#### [PROBLEM DETAILS]
After locating the line with "Extract the road graph of the image: every", set down that line and all the lines that follow it, unchanged, to the end of the records; omit the pictures.

#### [RECORDS FOR PROCESSING]
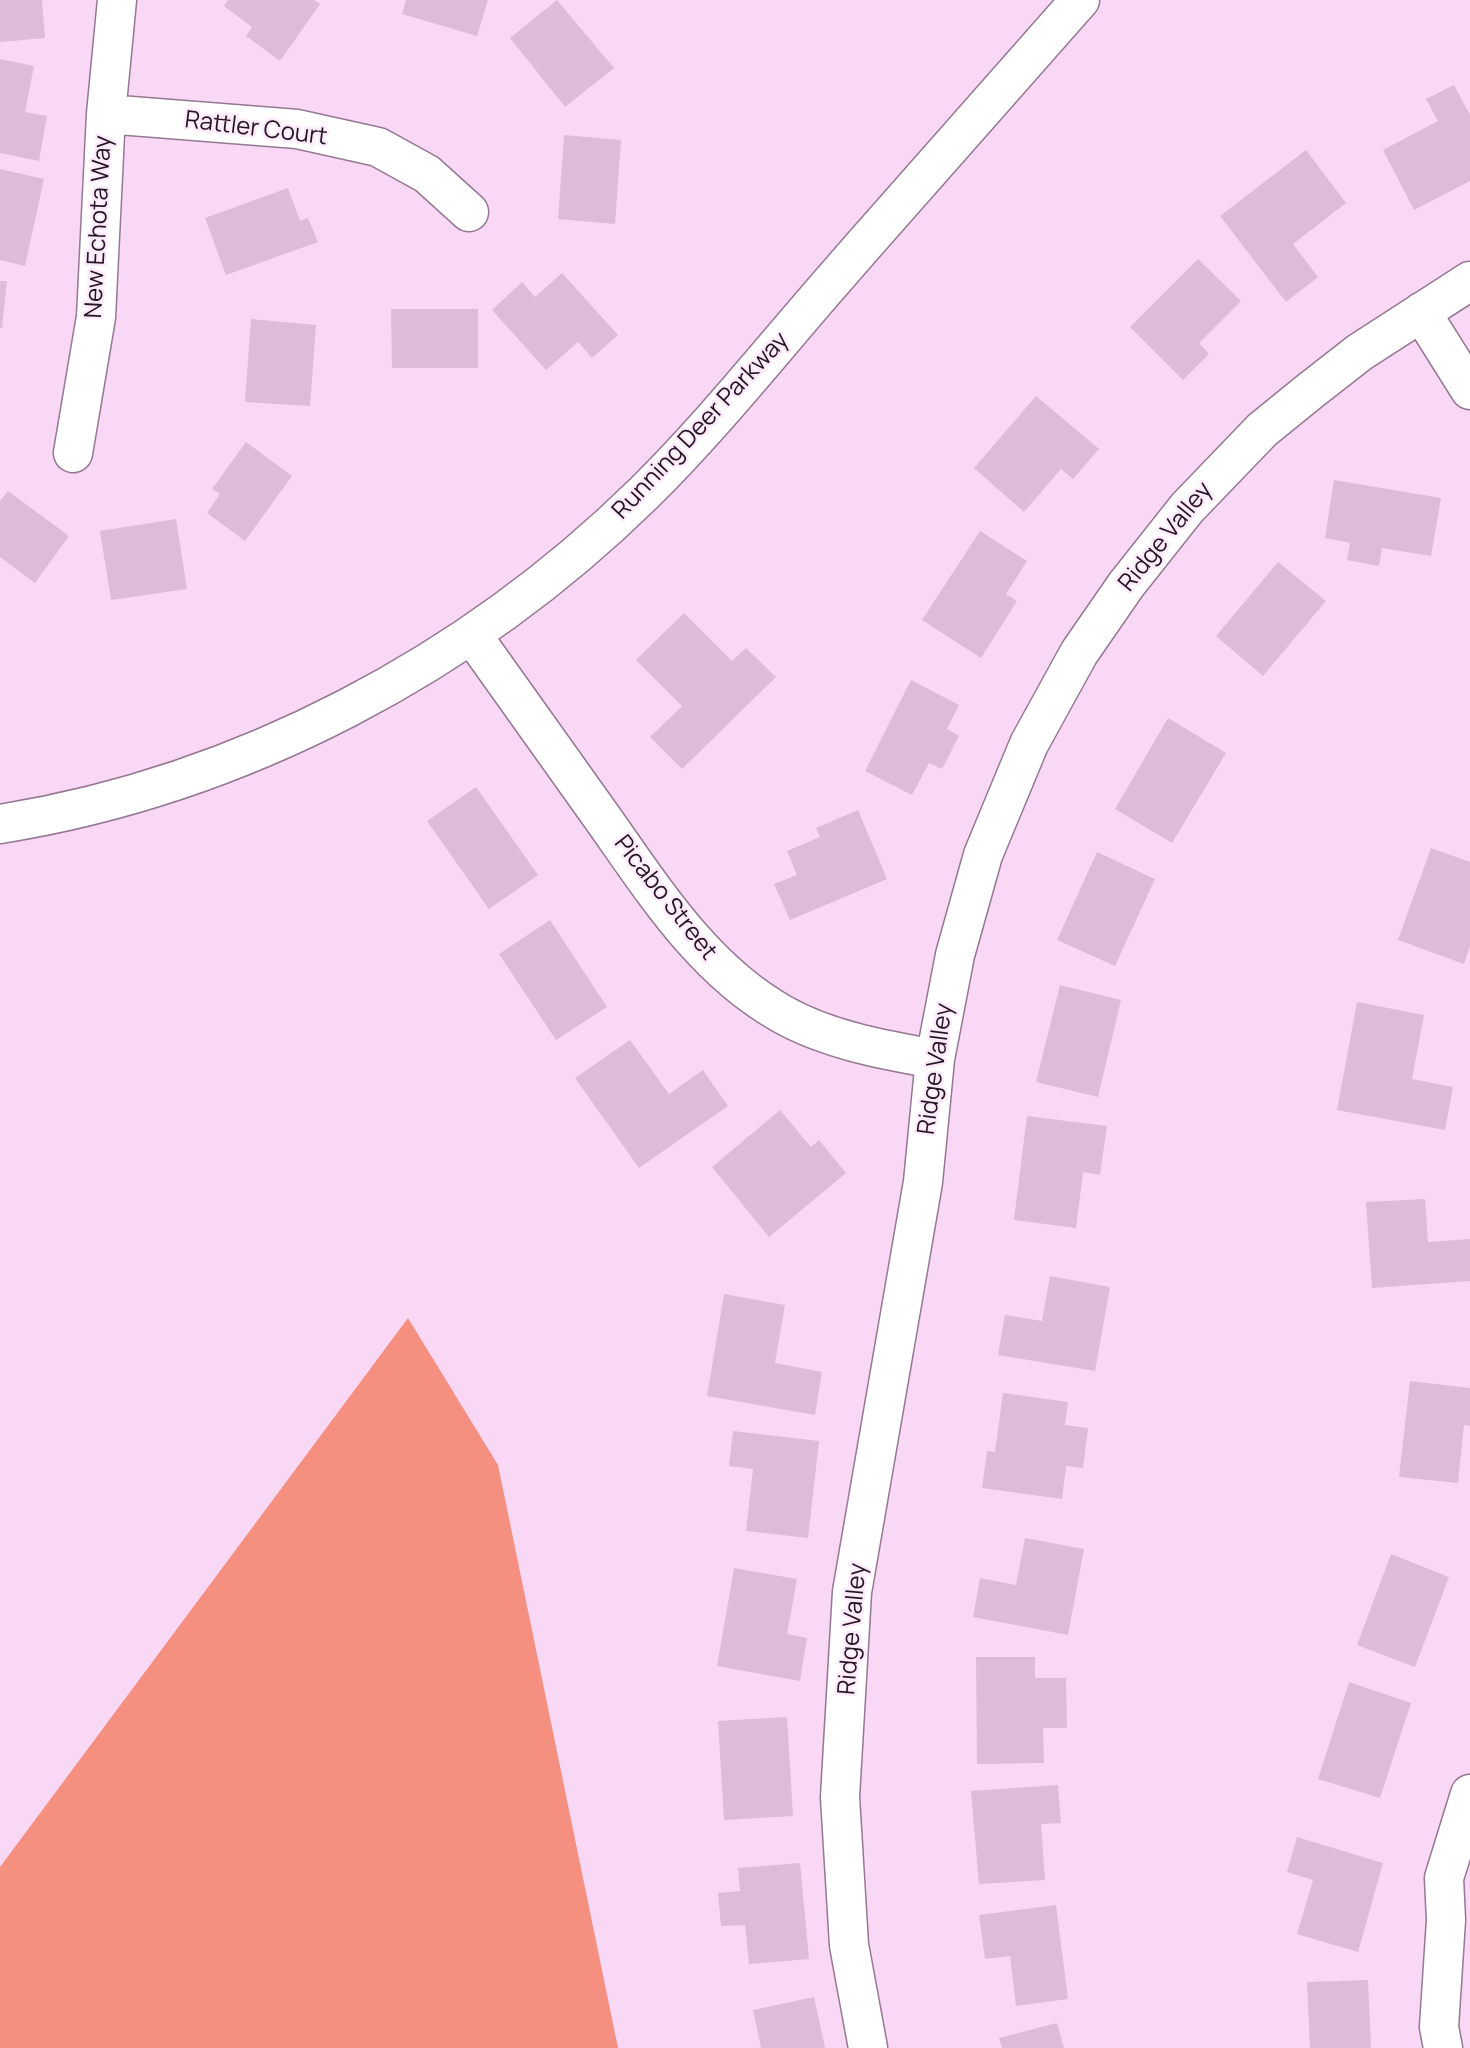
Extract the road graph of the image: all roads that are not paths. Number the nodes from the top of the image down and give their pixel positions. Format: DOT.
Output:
graph roads {
  1 [pos="117,0"];
  2 [pos="1080,0"];
  3 [pos="106,114"];
  4 [pos="469,212"];
  5 [pos="1470,281"];
  6 [pos="1422,312"];
  7 [pos="1470,390"];
  8 [pos="73,453"];
  9 [pos="471,635"];
  10 [pos="0,824"];
  11 [pos="934,1059"];
  12 [pos="1470,1794"];
  13 [pos="867,2048"];
  14 [pos="1443,2048"];
  1 -- 3 [label="street, New Echota Way"];
  2 -- 9 [label="street, Running Deer Parkway"];
  3 -- 4 [label="street, Rattler Court"];
  3 -- 8 [label="street, New Echota Way"];
  5 -- 6 [label="street, Ridge Valley"];
  6 -- 7 [label="street"];
  6 -- 11 [label="street, Ridge Valley"];
  9 -- 10 [label="street, Running Deer Parkway"];
  9 -- 11 [label="street, Picabo Street"];
  11 -- 13 [label="street, Ridge Valley"];
  12 -- 14 [label="street"];
}
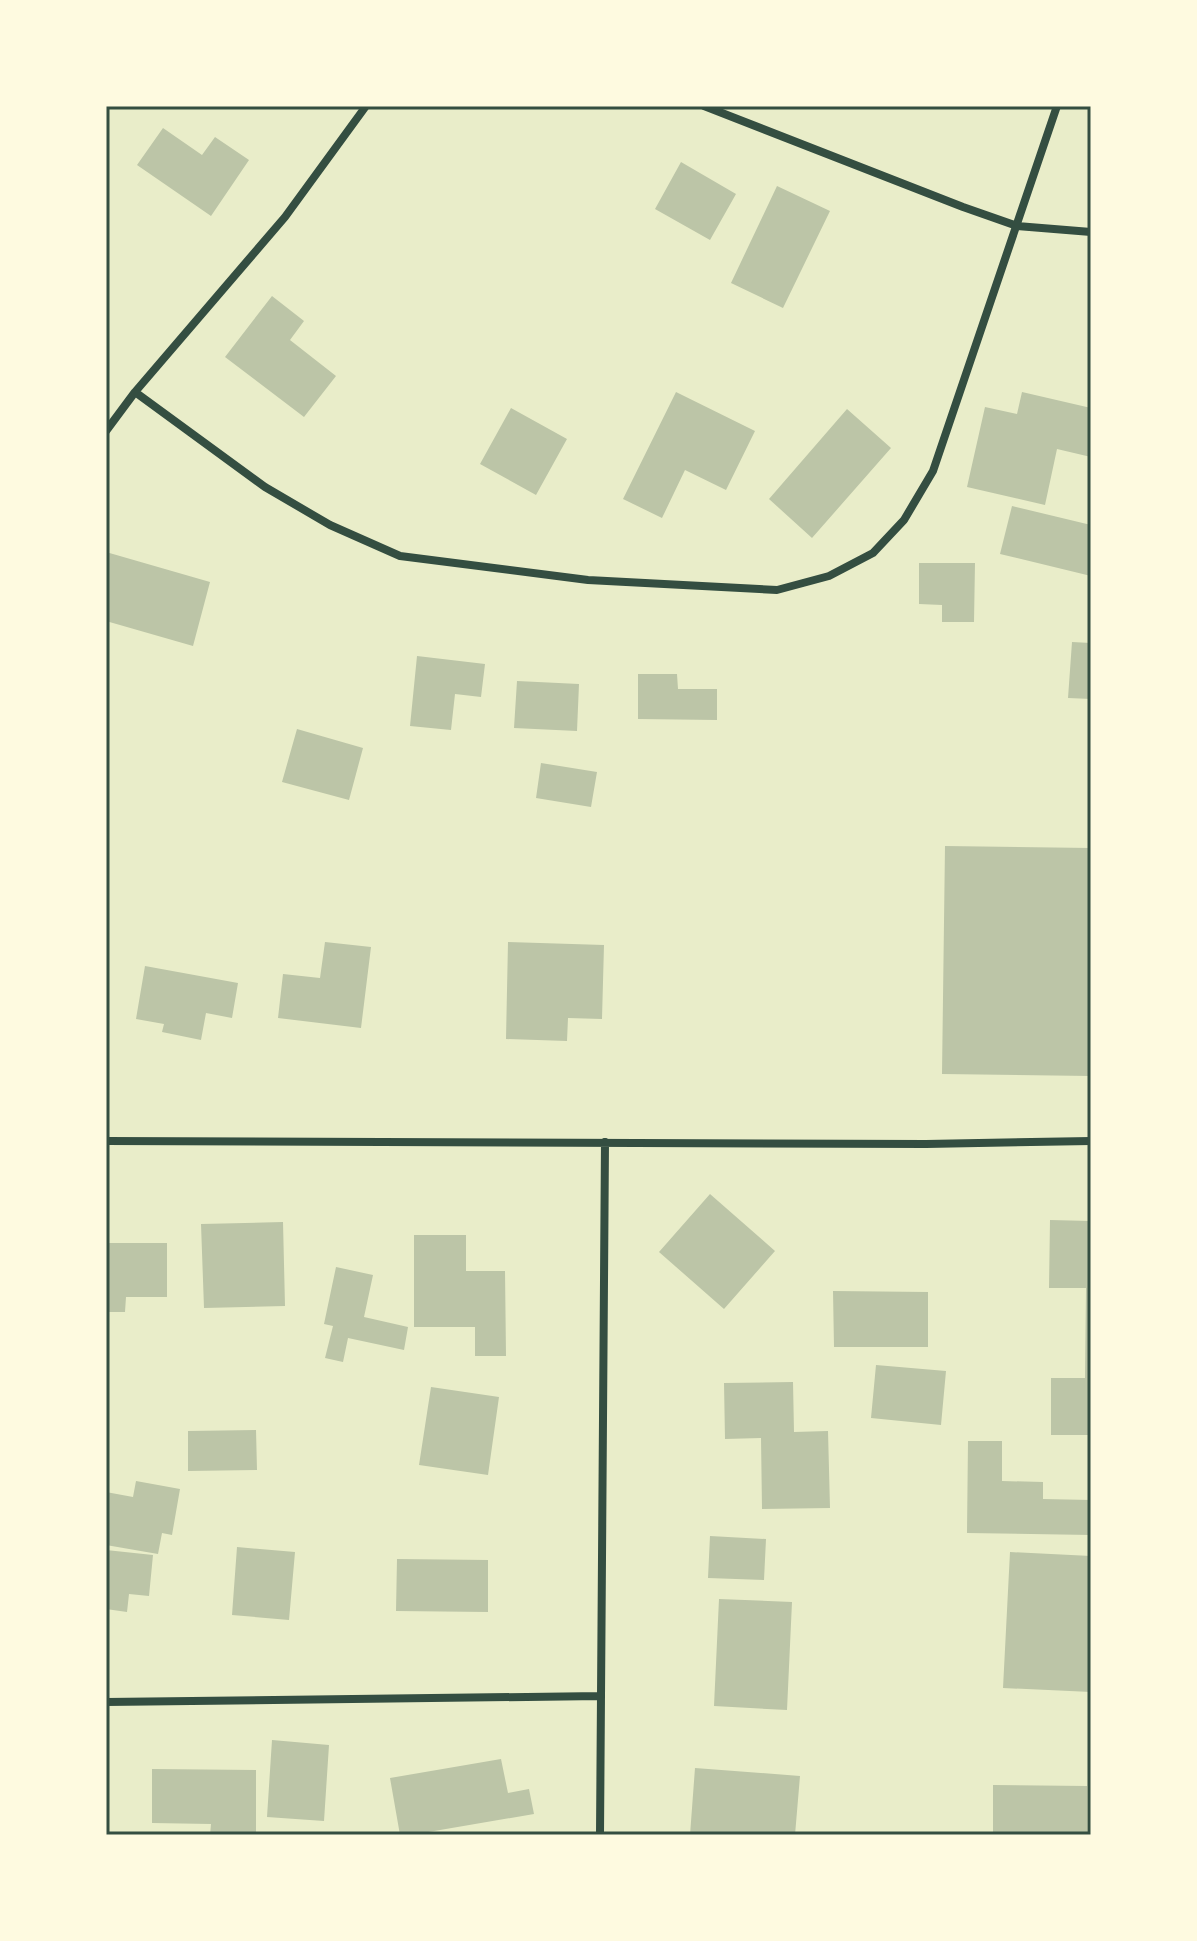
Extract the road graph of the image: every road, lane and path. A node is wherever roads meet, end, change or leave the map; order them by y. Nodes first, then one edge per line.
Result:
1 (366, 106) edge
2 (704, 106) edge
3 (1057, 106) edge
4 (1017, 226) junction
5 (1091, 232) edge
6 (135, 392) junction
7 (106, 431) edge
8 (106, 1141) edge
9 (1091, 1141) edge
10 (605, 1142) junction
11 (601, 1696) junction
12 (106, 1702) edge
13 (600, 1835) edge

1 - 6 street
2 - 4 street
3 - 4 street
4 - 5 street
4 - 6 street
6 - 7 street
8 - 10 street
9 - 10 street
10 - 11 street
11 - 12 street
11 - 13 street

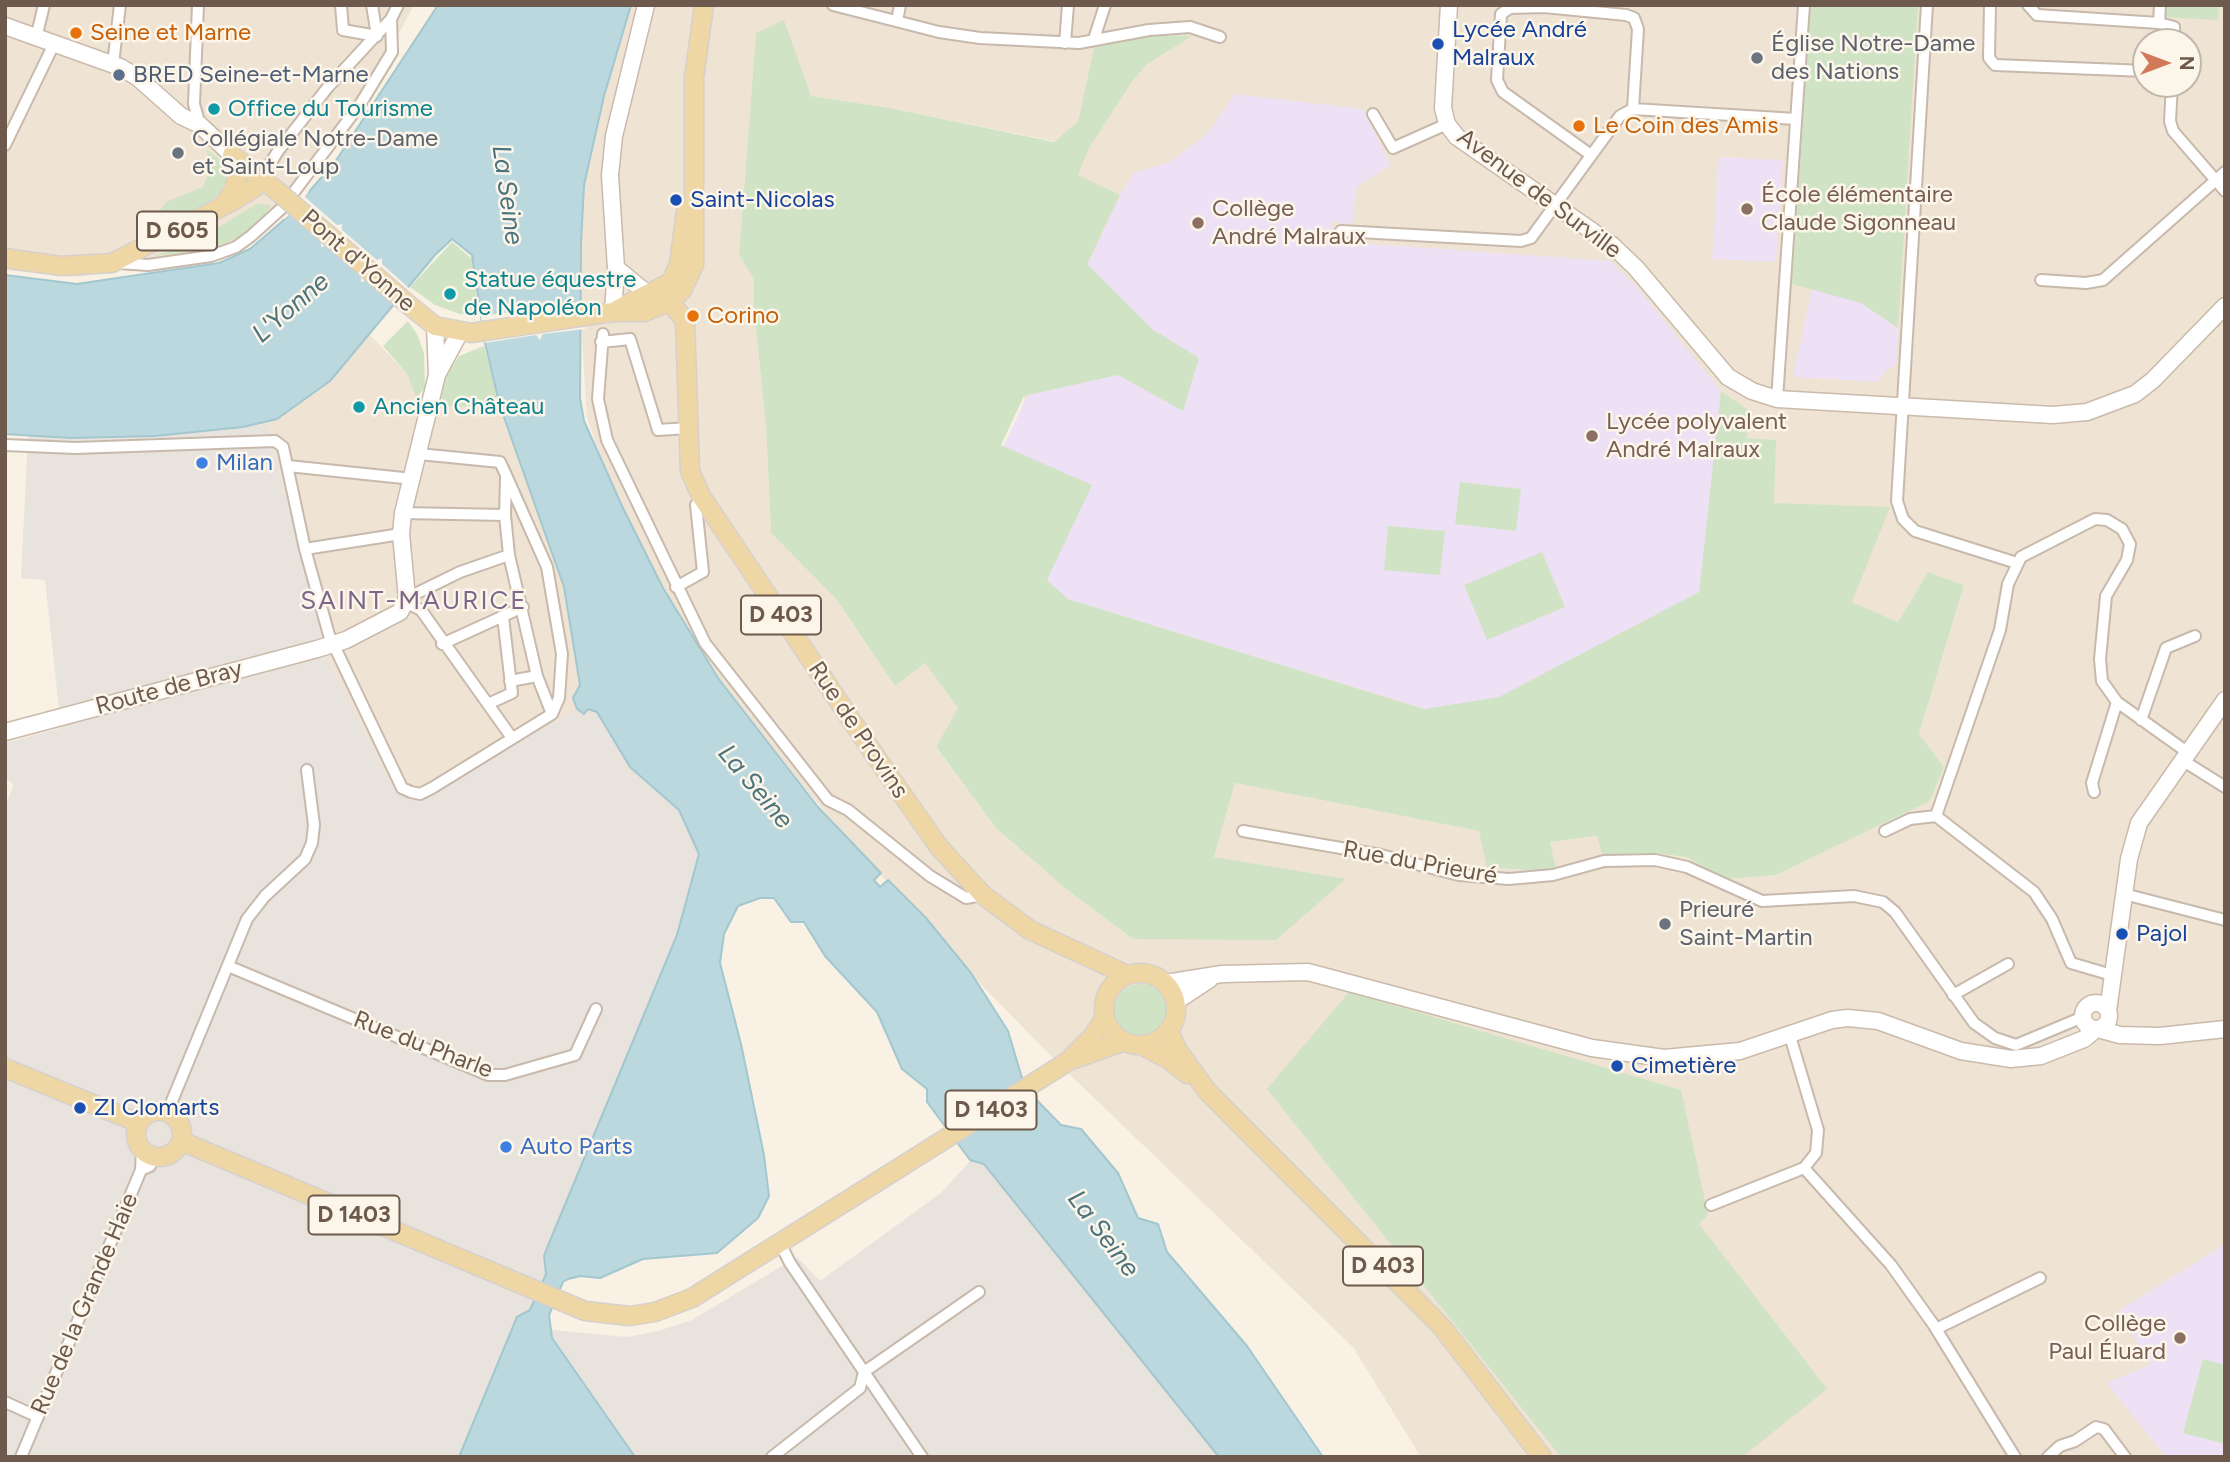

#### [THE ANSWER]
Extract the road graph of the image: every road, lane and path. A node is wherever roads meet, end, change or leave the map; order them by y. Nodes first, then one edge per line.
Result:
1 (366, 106) edge
2 (704, 106) edge
3 (1057, 106) edge
4 (1017, 226) junction
5 (1091, 232) edge
6 (135, 392) junction
7 (106, 431) edge
8 (106, 1141) edge
9 (1091, 1141) edge
10 (605, 1142) junction
11 (601, 1696) junction
12 (106, 1702) edge
13 (600, 1835) edge

1 - 6 street
2 - 4 street
3 - 4 street
4 - 5 street
4 - 6 street
6 - 7 street
8 - 10 street
9 - 10 street
10 - 11 street
11 - 12 street
11 - 13 street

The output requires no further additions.